On the one hand, diversity learning for an ensemble is performed in two approaches, i.e. seeking implicit or explicit diversity [18]. The common way for the prior approach is to train individual classifiers on different training sets, for example Bagging [19], and Boosting [20], [21]. For the latter approach, the general way is to train multiple classifiers by using different classifier architectures or different feature sets [1], [22], [23]. On the other hand, there are also numerous strategies for combining multiple classifiers. Some famous combination methods include averaging (e.g., Bagging [19]), weighting (e.g. Boosting [21]), and non-linear combining (e.g., Stacking [24]). Given a number of available component classifiers, many researchers argue that the sparse ensemble or pruning ensemble, which ensembles of parts of available component classifiers, may be better than ensemble as a whole [10], [25], [26], [27], [28], [29].

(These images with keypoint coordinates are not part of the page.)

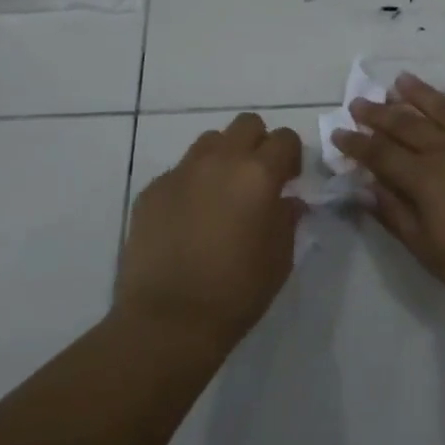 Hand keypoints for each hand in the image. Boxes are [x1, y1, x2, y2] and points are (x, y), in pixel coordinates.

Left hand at [117, 113, 303, 349]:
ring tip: (221, 194)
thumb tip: (287, 201)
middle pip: (246, 124)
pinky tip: (189, 218)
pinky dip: (191, 184)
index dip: (291, 156)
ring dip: (223, 157)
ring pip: (209, 142)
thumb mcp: (280, 258)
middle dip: (258, 144)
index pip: (284, 138)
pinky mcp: (152, 189)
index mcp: (258, 174)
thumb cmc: (237, 291)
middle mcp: (219, 161)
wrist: (169, 319)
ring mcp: (181, 172)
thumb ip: (287, 219)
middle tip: (257, 179)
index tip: (289, 181)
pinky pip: (179, 171)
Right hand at [333, 55, 444, 316]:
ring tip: (401, 79)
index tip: (339, 132)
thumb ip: (396, 216)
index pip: (381, 155)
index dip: (357, 144)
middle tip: (361, 101)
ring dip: (422, 94)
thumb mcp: (431, 253)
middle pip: (409, 126)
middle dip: (381, 114)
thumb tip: (366, 187)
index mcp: (425, 179) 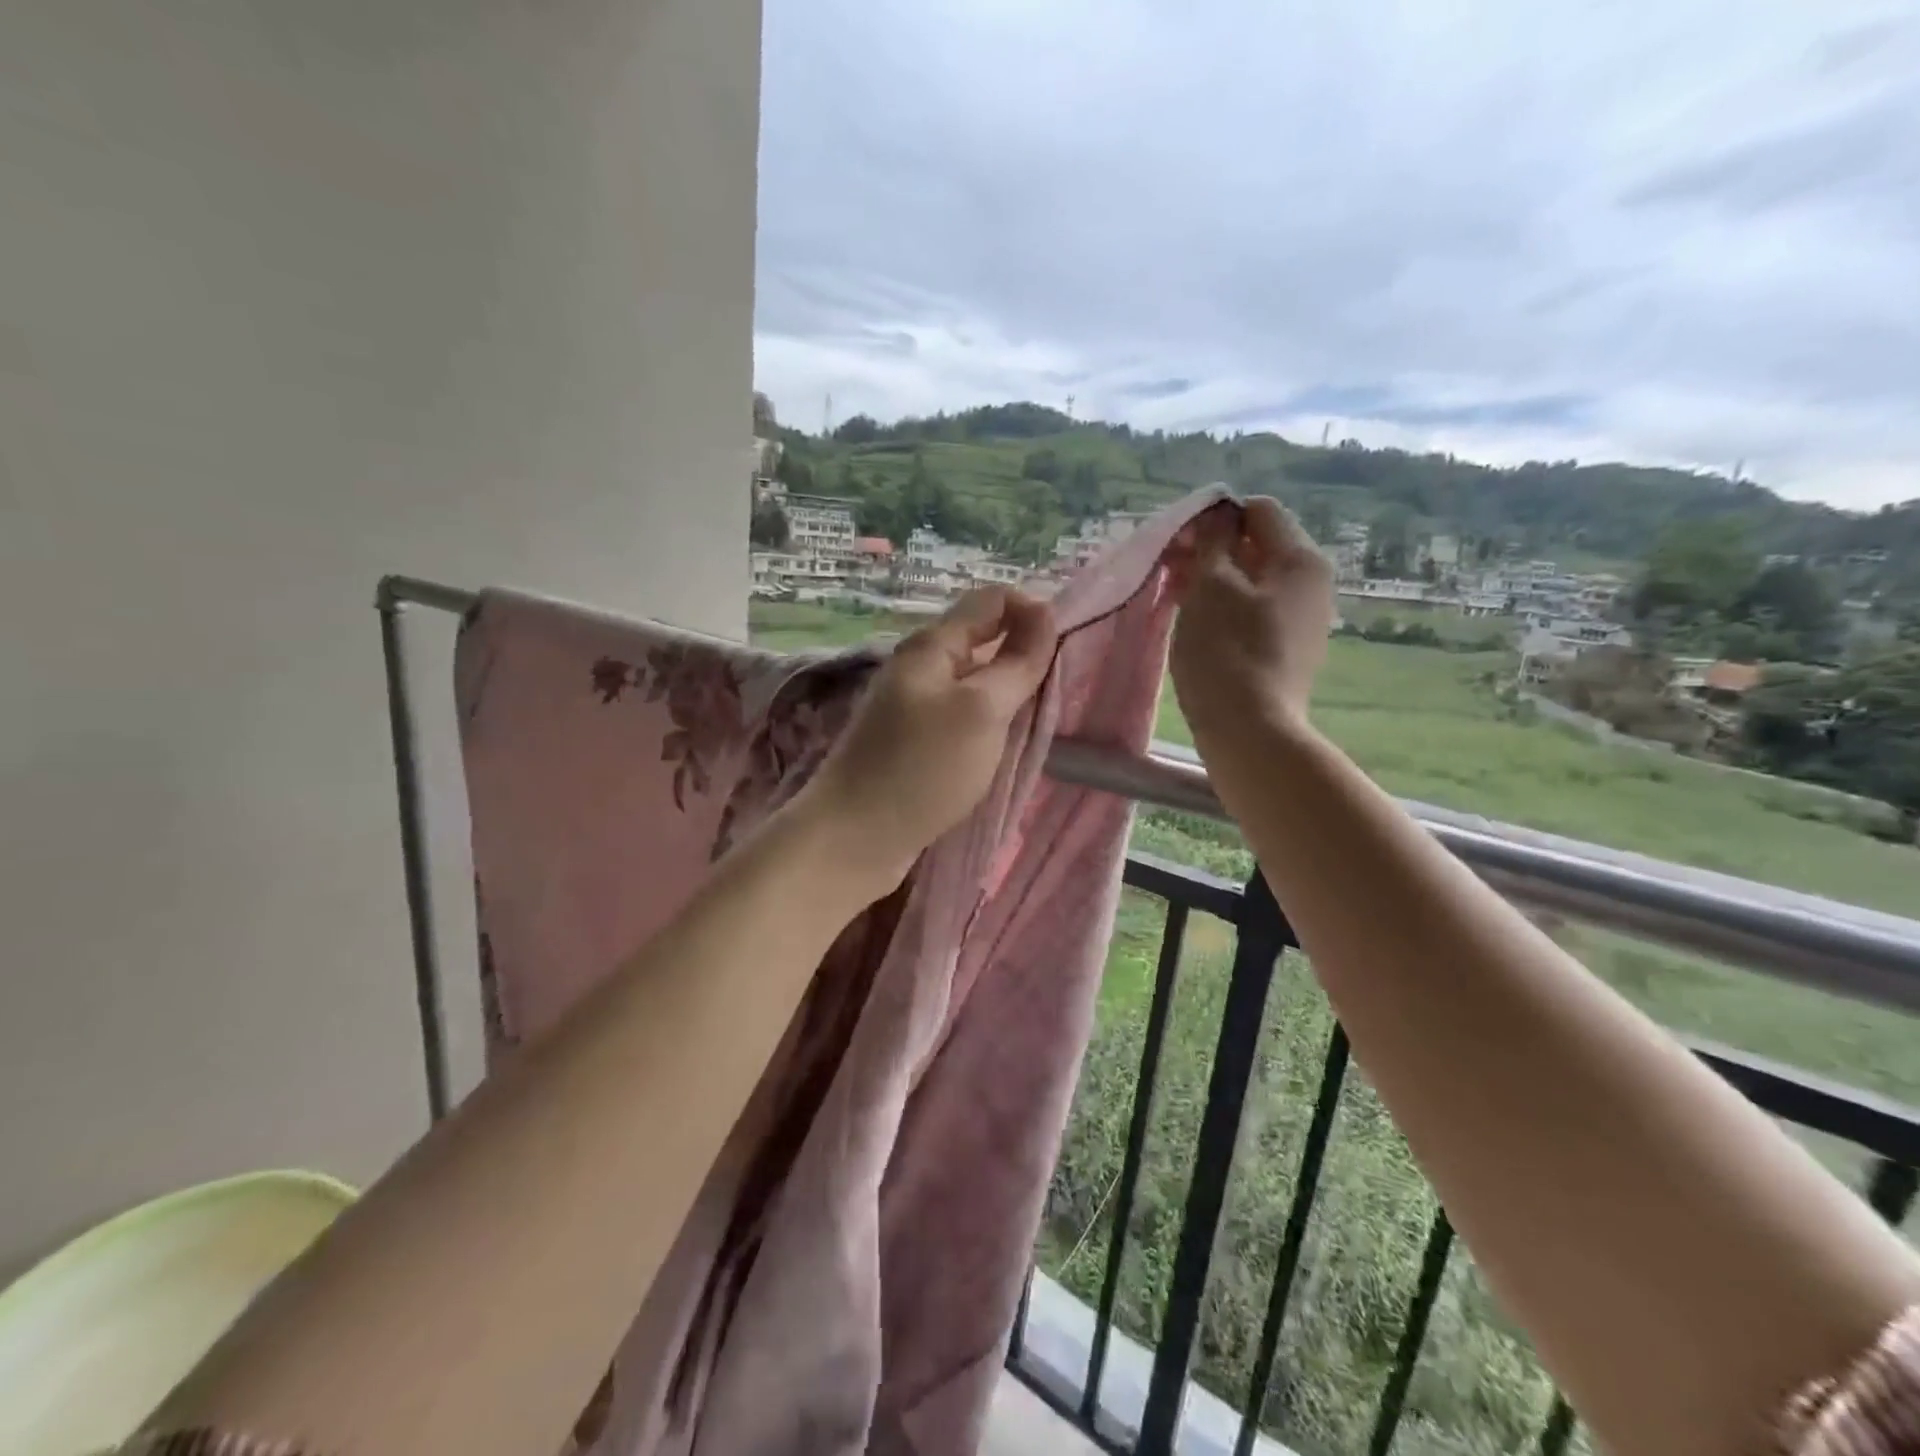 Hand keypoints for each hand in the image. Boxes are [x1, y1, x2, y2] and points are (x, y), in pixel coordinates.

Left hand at [793, 588, 1057, 894]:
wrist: (854, 838)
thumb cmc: (922, 768)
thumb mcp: (981, 710)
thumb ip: (1017, 662)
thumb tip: (1045, 615)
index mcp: (931, 645)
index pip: (992, 601)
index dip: (1033, 613)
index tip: (1064, 652)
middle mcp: (919, 667)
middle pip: (983, 640)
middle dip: (1023, 656)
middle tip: (1056, 692)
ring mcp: (912, 705)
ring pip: (974, 681)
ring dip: (1007, 693)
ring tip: (1036, 721)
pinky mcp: (912, 741)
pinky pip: (961, 716)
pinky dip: (987, 722)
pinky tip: (1002, 745)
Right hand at [1168, 497, 1333, 748]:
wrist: (1250, 732)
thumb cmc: (1226, 651)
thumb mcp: (1211, 586)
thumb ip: (1212, 541)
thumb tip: (1217, 514)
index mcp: (1301, 559)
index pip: (1259, 512)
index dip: (1215, 519)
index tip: (1179, 544)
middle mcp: (1312, 585)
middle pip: (1258, 547)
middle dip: (1212, 551)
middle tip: (1169, 571)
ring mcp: (1303, 621)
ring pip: (1253, 583)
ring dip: (1214, 582)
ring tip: (1176, 598)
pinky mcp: (1288, 652)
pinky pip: (1254, 614)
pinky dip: (1225, 610)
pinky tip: (1197, 627) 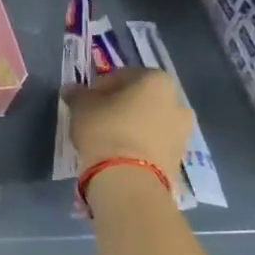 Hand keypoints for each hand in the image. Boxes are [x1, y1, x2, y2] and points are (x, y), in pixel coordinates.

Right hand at [66, 67, 192, 189]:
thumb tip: (72, 90)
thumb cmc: (106, 130)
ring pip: (150, 122)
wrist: (129, 179)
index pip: (123, 76)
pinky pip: (154, 144)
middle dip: (121, 106)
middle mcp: (177, 102)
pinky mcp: (179, 158)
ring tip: (108, 139)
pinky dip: (140, 145)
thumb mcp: (81, 107)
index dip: (101, 86)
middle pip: (141, 99)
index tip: (86, 100)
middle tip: (98, 117)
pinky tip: (120, 154)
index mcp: (156, 81)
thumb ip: (77, 94)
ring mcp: (182, 132)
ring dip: (132, 126) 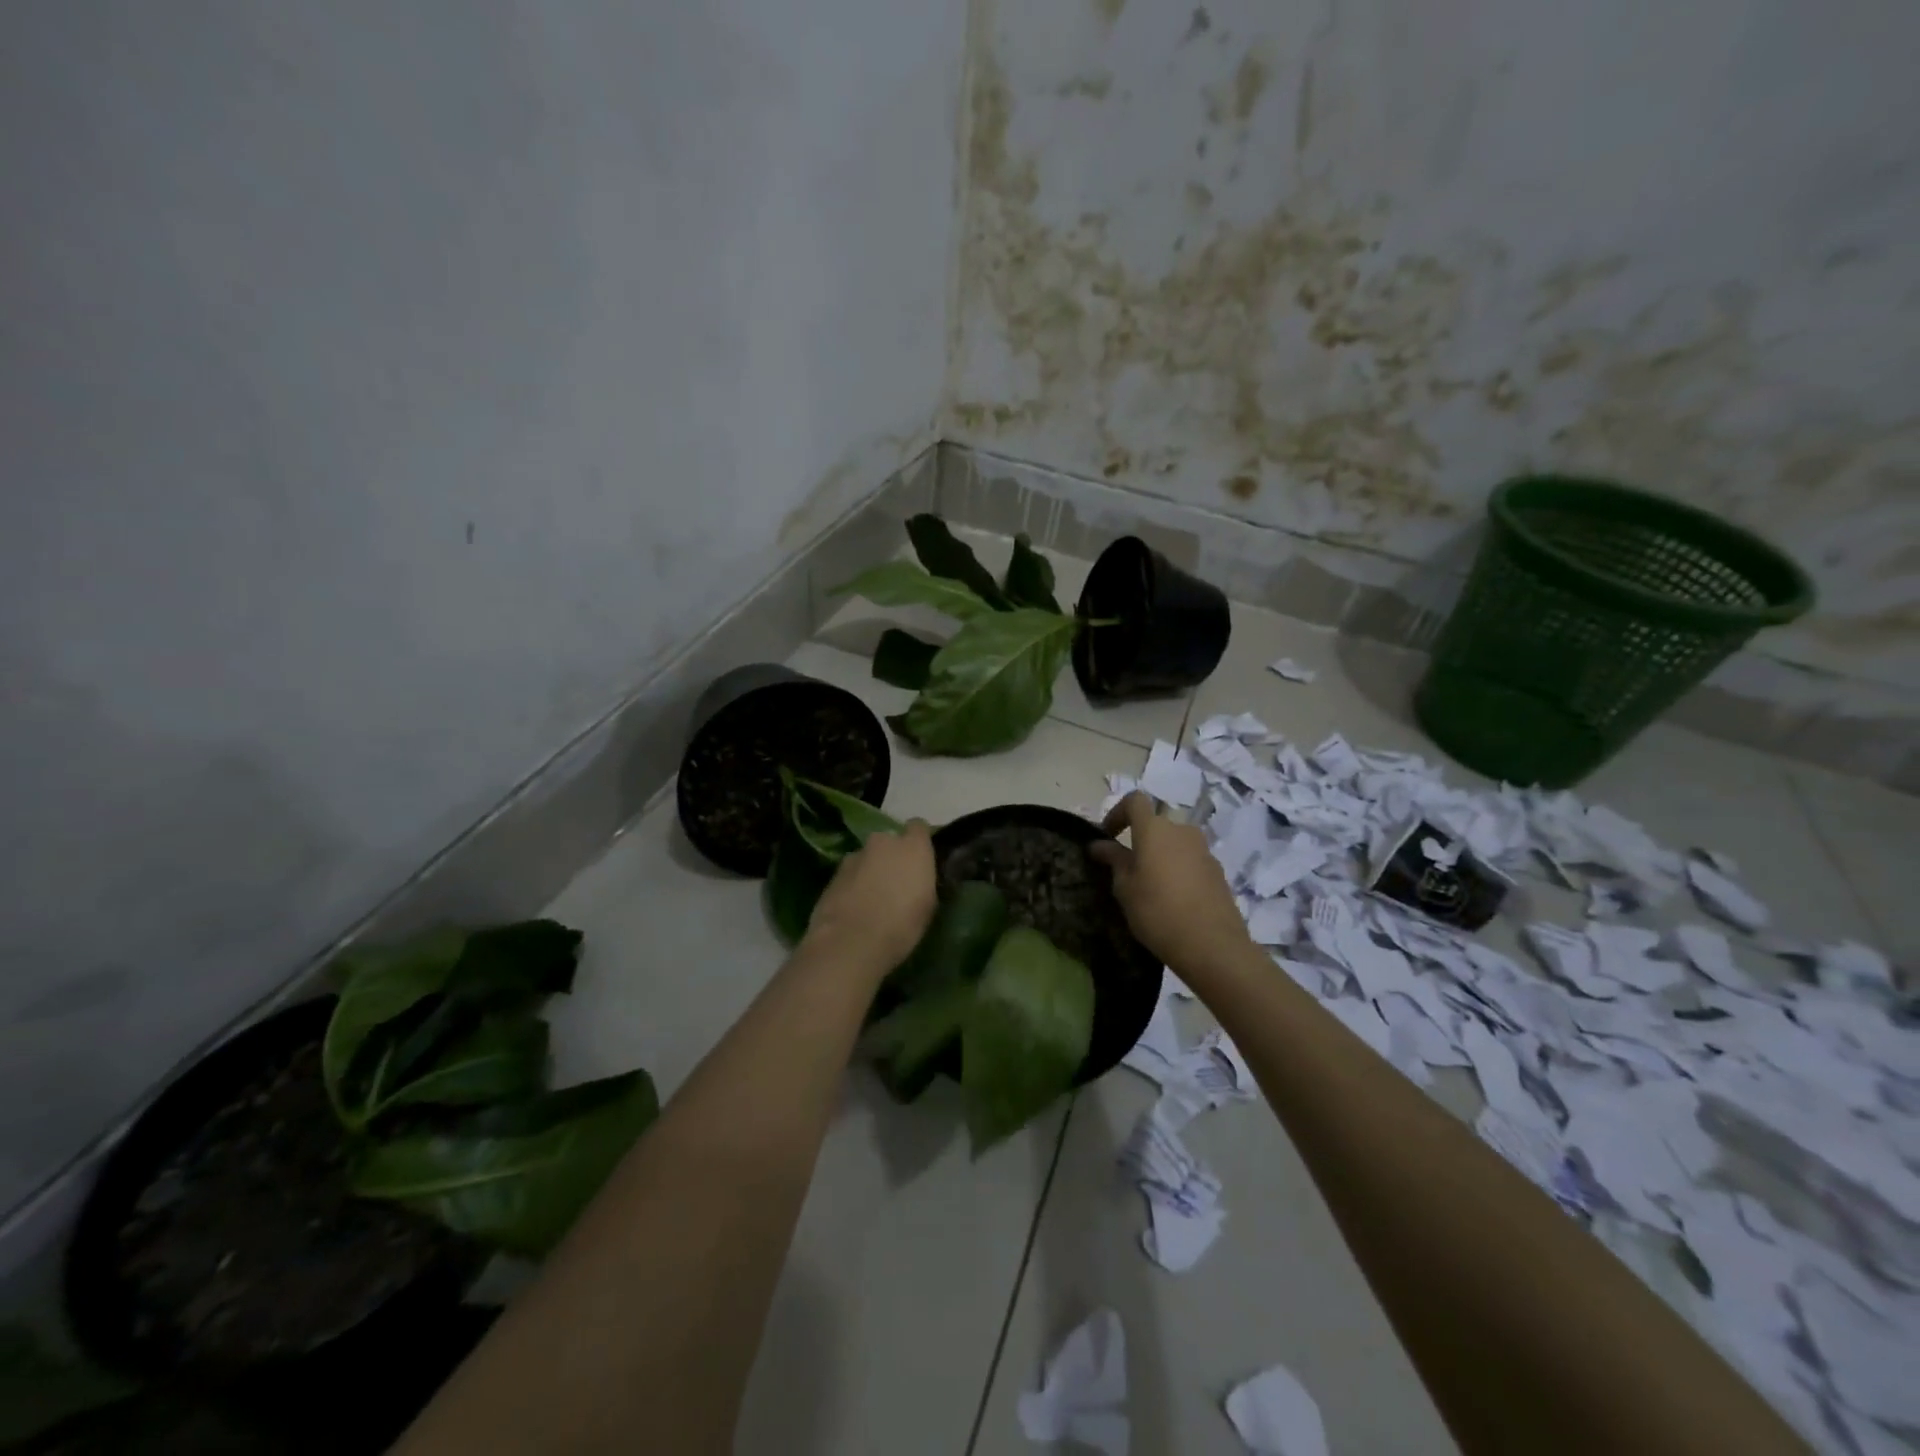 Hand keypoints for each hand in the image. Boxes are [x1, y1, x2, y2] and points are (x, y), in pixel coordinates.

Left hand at [802, 821, 937, 974]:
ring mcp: (854, 856)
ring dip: (870, 871)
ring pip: (867, 858)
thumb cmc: (901, 926)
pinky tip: (854, 908)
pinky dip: (853, 885)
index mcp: (912, 847)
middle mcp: (882, 843)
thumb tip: (918, 879)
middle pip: (889, 842)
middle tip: (895, 882)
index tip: (921, 859)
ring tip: (872, 899)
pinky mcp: (833, 875)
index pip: (919, 827)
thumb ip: (923, 881)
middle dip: (892, 857)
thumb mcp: (927, 906)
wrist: (850, 943)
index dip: (919, 841)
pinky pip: (850, 875)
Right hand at [1091, 792, 1250, 970]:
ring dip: (1159, 855)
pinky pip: (1190, 860)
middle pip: (1156, 824)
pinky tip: (1173, 899)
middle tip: (1127, 869)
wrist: (1212, 945)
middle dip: (1139, 840)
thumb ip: (1113, 860)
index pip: (1135, 801)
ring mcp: (1203, 850)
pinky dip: (1177, 870)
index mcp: (1154, 829)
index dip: (1117, 812)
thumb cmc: (1157, 911)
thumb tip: (1099, 844)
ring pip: (1174, 843)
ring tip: (1150, 886)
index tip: (1107, 836)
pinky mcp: (1217, 870)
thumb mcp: (1125, 888)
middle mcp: (1181, 830) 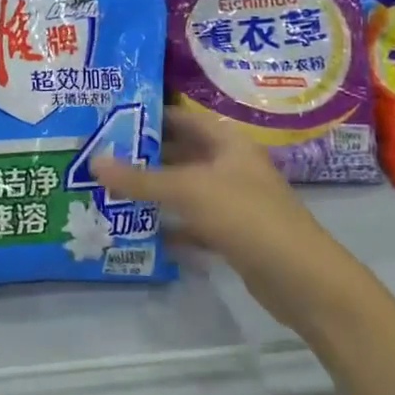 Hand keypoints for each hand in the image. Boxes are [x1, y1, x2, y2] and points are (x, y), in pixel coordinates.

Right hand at [91, 109, 347, 330]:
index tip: (108, 119)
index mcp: (227, 143)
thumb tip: (94, 161)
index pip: (182, 118)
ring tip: (108, 191)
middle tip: (99, 157)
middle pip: (181, 154)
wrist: (301, 278)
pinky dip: (170, 226)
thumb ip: (140, 178)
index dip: (148, 115)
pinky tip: (138, 232)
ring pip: (184, 190)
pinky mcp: (232, 235)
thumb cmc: (246, 217)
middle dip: (143, 157)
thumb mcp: (188, 191)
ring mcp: (233, 202)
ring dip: (153, 193)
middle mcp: (230, 166)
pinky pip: (192, 223) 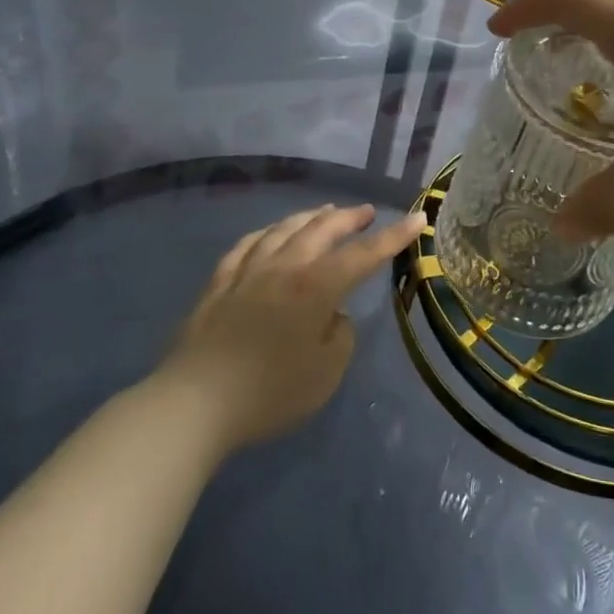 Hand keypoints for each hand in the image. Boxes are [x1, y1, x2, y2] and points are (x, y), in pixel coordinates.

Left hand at [162, 203, 425, 453]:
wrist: (196, 402)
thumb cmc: (271, 392)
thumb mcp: (326, 373)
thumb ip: (340, 336)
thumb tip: (333, 315)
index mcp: (316, 287)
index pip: (364, 254)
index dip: (394, 236)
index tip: (417, 217)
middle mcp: (285, 267)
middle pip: (322, 230)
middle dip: (349, 218)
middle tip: (366, 212)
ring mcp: (248, 271)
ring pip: (284, 229)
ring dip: (310, 217)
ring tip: (325, 211)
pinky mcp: (219, 283)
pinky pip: (247, 245)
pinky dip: (267, 233)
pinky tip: (270, 233) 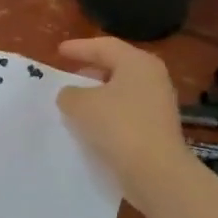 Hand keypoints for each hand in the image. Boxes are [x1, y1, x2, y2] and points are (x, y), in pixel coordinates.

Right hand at [56, 37, 190, 186]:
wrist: (155, 171)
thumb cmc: (117, 126)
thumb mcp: (80, 104)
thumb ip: (69, 93)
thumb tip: (72, 95)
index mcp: (137, 63)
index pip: (105, 46)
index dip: (79, 47)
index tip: (59, 51)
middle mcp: (153, 78)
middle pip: (117, 66)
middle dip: (92, 69)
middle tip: (70, 73)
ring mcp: (158, 104)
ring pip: (122, 90)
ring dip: (99, 94)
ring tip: (76, 101)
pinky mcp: (157, 128)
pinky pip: (127, 111)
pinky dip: (108, 112)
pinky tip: (92, 124) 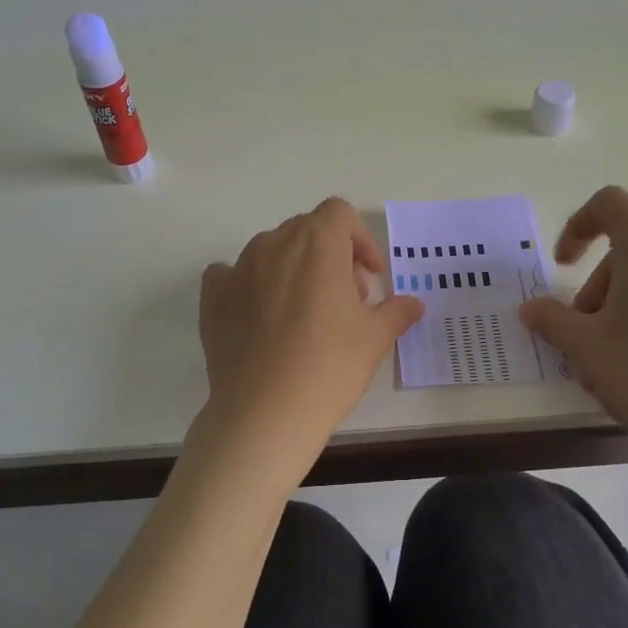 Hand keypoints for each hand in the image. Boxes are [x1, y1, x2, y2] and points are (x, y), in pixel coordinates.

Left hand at [192, 198, 424, 490]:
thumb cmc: (329, 367)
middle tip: (346, 298)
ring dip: (293, 268)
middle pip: (306, 230)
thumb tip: (414, 304)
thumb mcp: (375, 339)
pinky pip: (231, 274)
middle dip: (331, 254)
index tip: (370, 277)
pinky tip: (260, 315)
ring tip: (306, 312)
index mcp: (317, 243)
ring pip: (271, 250)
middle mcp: (274, 244)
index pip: (339, 214)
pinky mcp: (212, 296)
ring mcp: (238, 268)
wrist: (265, 414)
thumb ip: (396, 311)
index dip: (360, 239)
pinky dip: (250, 284)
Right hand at [519, 186, 627, 467]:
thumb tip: (531, 309)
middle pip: (623, 255)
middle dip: (592, 292)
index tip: (562, 265)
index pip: (610, 205)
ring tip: (599, 366)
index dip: (577, 225)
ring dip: (611, 314)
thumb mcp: (582, 344)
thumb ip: (550, 318)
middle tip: (578, 338)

The diversity learning and the sparsity learning¹ for classifier ensemble have different purposes and algorithmic treatments. Consequently, algorithms implementing these different learning strategies are initially separate and independent. Obviously, it is more rational to combine classifiers with both sparsity and diversity. However, there have been very few researchers who focus on such techniques for ensemble learning. Chen and Yao et al. analyzed diversity and regularization in neural network ensembles for balancing diversity, regularization and accuracy of multi-objectives [12], [30]. Their methods were specifically designed for component classifier training and combination in neural network ensembles.

In this paper, for a general classifier ensemble with available numerous component classifiers, we formulate the sparsity and diversity learning problem in a general mathematical framework. In particular, derived from the error-ambiguity decomposition, we design a convex ensemble diversity measure. Consequently, accuracy loss, sparseness regularization, and diversity measure can be balanced and combined in a quadratic programming problem. We prove that the final convex optimization leads to a closed-form solution.

The main contributions of this work are summarized as follows. First, we present a general mathematical framework for learning both sparsity and diversity in classifier ensemble. Unlike conventional methods with implicit notes of sparsity or/and diversity, our approach explicitly combines and optimizes both in a unified learning model. Second, derived from the error-ambiguity decomposition, the sparsity and diversity learning can be formulated in a convex quadratic programming optimization problem. Distinct from those conventional methods with some heuristic or multi-stage algorithms [31], [32], our approach leads to a closed-form solution, which is highly convenient for real ensemble learning problems.

The rest of this paper is organized as follows. Related work is presented in Section 2. Section 3 describes the problem statement and several learning models for classifier ensemble. Section 4 demonstrates our sparsity and diversity learning algorithm with convex quadratic programming. Comparison experiments with UCI data sets and the Pascal Competition 2008 spam data are conducted in Section 5. Final remarks are presented in Section 6.